Wizard for Matrix display
Another significant addition to the descriptive tools now available in PRIMER 7 is that of Plots>Shade Plot. This is particularly helpful in two ways. Firstly, we have already seen it used in simple form in Section 4 in relation to choice of transformation. A useful way of determining the effects of differing transformations – and thus which one might be adopted routinely for future analyses of particular community types in specific contexts – is to view differently pre-treated versions of the data matrix through shade plots (see Clarke KR, Tweedley JR, Valesini FJ 2014. ‘Simple shade plots aid better long-term choices of data pre-treatment in multivariate assemblage studies’. J Mar Biol Assoc UK 94: 1-16). Shade plots are visual representations of the data matrix itself, in which the larger the entry in a specific cell, the darker the shade (or colour) plotted, white representing the absence of that species, and full black the largest entry (rounded up) in the whole matrix.
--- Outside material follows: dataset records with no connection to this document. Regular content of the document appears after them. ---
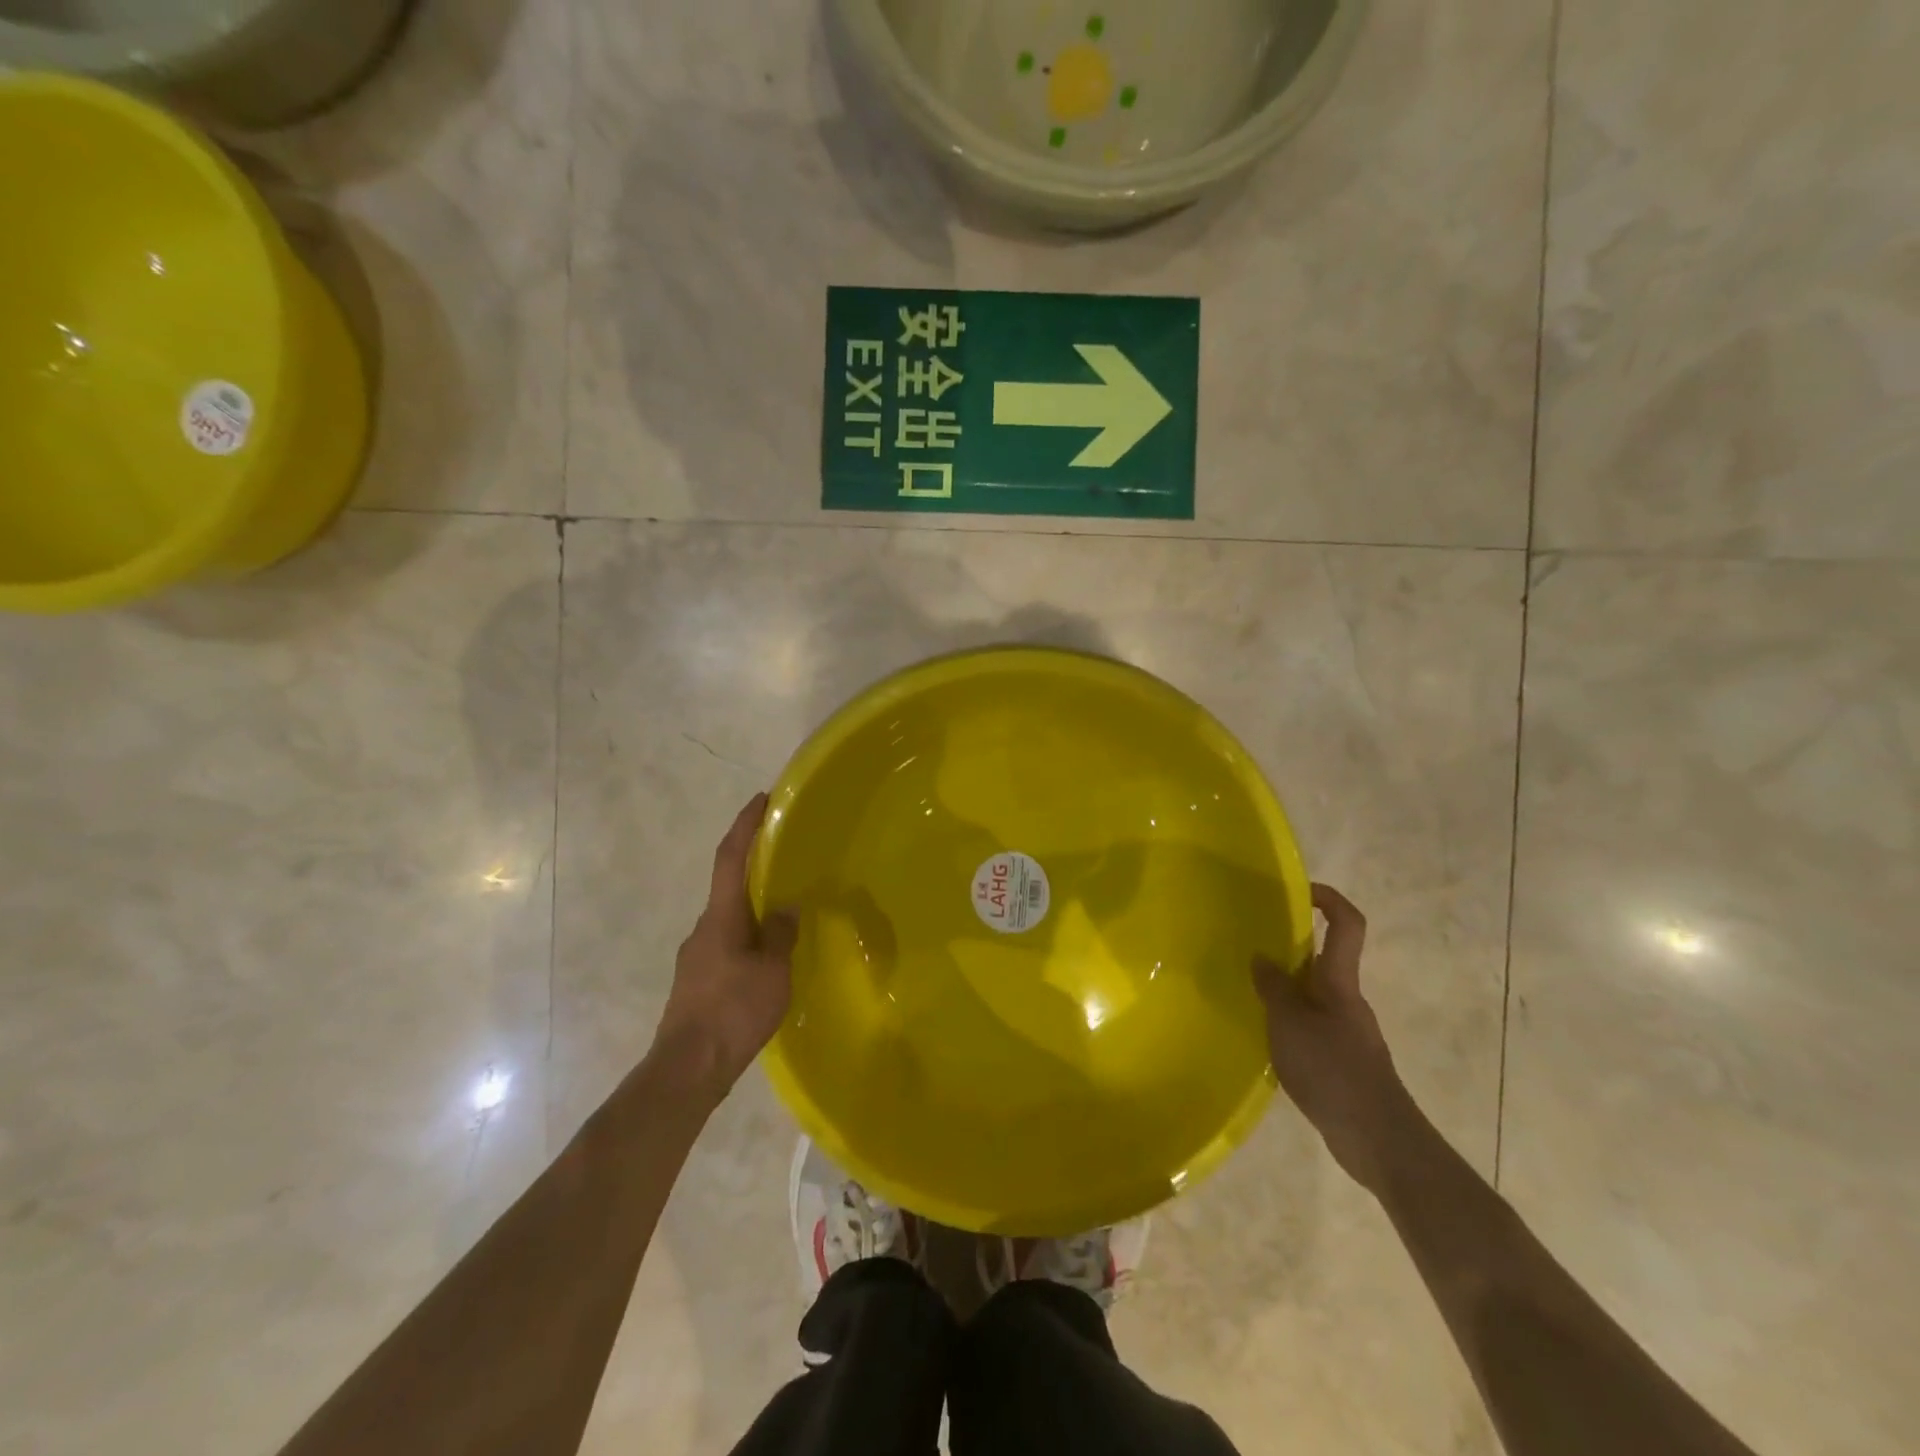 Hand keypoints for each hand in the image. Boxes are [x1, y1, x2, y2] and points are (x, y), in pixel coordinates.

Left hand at [654, 793, 797, 1095]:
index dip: (745, 825)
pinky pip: (728, 942)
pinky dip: (749, 935)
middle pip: (729, 885)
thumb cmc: (733, 1012)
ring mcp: (696, 955)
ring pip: (729, 918)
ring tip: (786, 911)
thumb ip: (781, 934)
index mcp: (721, 917)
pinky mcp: (697, 980)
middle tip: (786, 857)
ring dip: (753, 906)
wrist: (687, 1069)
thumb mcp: (772, 971)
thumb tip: (786, 908)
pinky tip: (769, 956)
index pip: (730, 857)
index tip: (761, 800)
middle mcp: (704, 928)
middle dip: (754, 865)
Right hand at [1254, 883, 1418, 1193]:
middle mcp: (1347, 999)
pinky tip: (1265, 1036)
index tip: (1300, 888)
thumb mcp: (1290, 1024)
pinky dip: (1289, 1019)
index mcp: (1339, 981)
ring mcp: (1347, 1030)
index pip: (1347, 924)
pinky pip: (1312, 1023)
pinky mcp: (1343, 1059)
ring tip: (1247, 991)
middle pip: (1325, 958)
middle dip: (1291, 945)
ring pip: (1314, 993)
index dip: (1329, 899)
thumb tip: (1262, 958)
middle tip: (1251, 941)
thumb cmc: (1333, 1070)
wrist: (1378, 1139)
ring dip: (1285, 986)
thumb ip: (1273, 988) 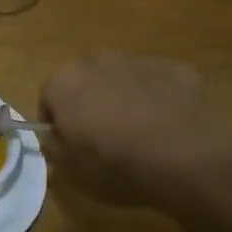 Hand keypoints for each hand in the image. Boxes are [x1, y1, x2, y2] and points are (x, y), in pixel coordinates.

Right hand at [39, 55, 231, 204]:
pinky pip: (158, 84)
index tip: (68, 145)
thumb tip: (53, 137)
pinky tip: (168, 126)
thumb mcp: (71, 169)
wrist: (182, 156)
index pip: (49, 99)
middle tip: (102, 138)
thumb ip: (53, 147)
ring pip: (124, 80)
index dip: (57, 123)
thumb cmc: (114, 163)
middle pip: (86, 82)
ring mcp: (140, 62)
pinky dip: (159, 99)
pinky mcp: (175, 69)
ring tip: (140, 134)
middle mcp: (99, 61)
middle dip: (90, 104)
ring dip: (125, 98)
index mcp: (65, 82) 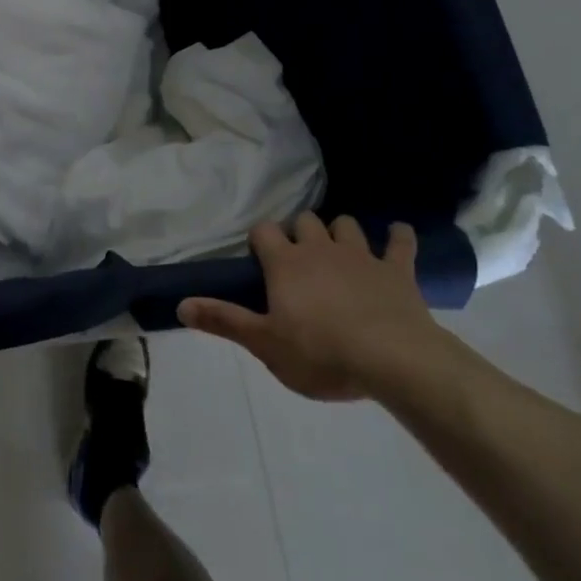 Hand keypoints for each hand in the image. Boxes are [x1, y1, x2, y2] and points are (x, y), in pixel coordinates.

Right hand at [177, 213, 447, 400]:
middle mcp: (320, 249)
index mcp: (286, 263)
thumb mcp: (265, 344)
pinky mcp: (397, 271)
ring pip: (346, 225)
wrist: (393, 360)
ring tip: (339, 250)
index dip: (260, 240)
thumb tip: (180, 305)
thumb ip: (223, 320)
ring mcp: (361, 256)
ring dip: (340, 233)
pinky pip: (400, 243)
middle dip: (300, 232)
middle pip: (305, 220)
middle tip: (299, 258)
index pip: (264, 231)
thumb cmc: (321, 353)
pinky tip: (397, 235)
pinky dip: (398, 237)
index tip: (261, 259)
Secondly, a shade plot can be an extremely useful tool at the later stages of an analysis, when the statistical tests have demonstrated the existence of structure, whether that is a priori sample groups or gradients tested with ANOSIM or RELATE, or whether a result of clustering and SIMPROF on unstructured samples, i.e. whenever we have licence from statistical testing to interpret the sample analyses in terms of individual taxa. If the rows and columns of the shade plot are re-ordered care-fully enough, such a plot sometimes has a surprising amount of interpretative capacity, even if that is just to narrow down the set of species used in bubble plots on a sample nMDS. This is also the function of the Analyse>SIMPER routine (examples of which are given later in this section) but that has a focus on identifying species which contribute to differences among well-defined groups (as established by ANOSIM or SIMPROF), and is restricted to comparing pairs of groups at a time. It will therefore function poorly, if at all, for gradient structures where patterns of species change are more continuous – and where clear clusters of samples may not even exist. Shade plots can shed light on the reasons for both gradient and group structures and, for example, neatly distinguish between cases where a clear gradient on an nMDS plot is the result of a small number of species with strongly increasing or decreasing abundances across the full gradient, or a larger number of taxa which occupy quite different parts of the gradient, or whether in fact the multivariate summary comes from putting together information from a great number of species, each carrying limited or highly variable information – it is one of the triumphs of multivariate analysis that it is sometimes able to fashion a clear community structure from what would be most unpromising population data.
The Special>Reorder button after Plots>Shade Plot offers a myriad combinations of clustering and re-ordering, both of rows and columns of the shade plot. The steps that are needed to exploit these to best advantage are quite complex, and Wizards>Matrix Display gets you started.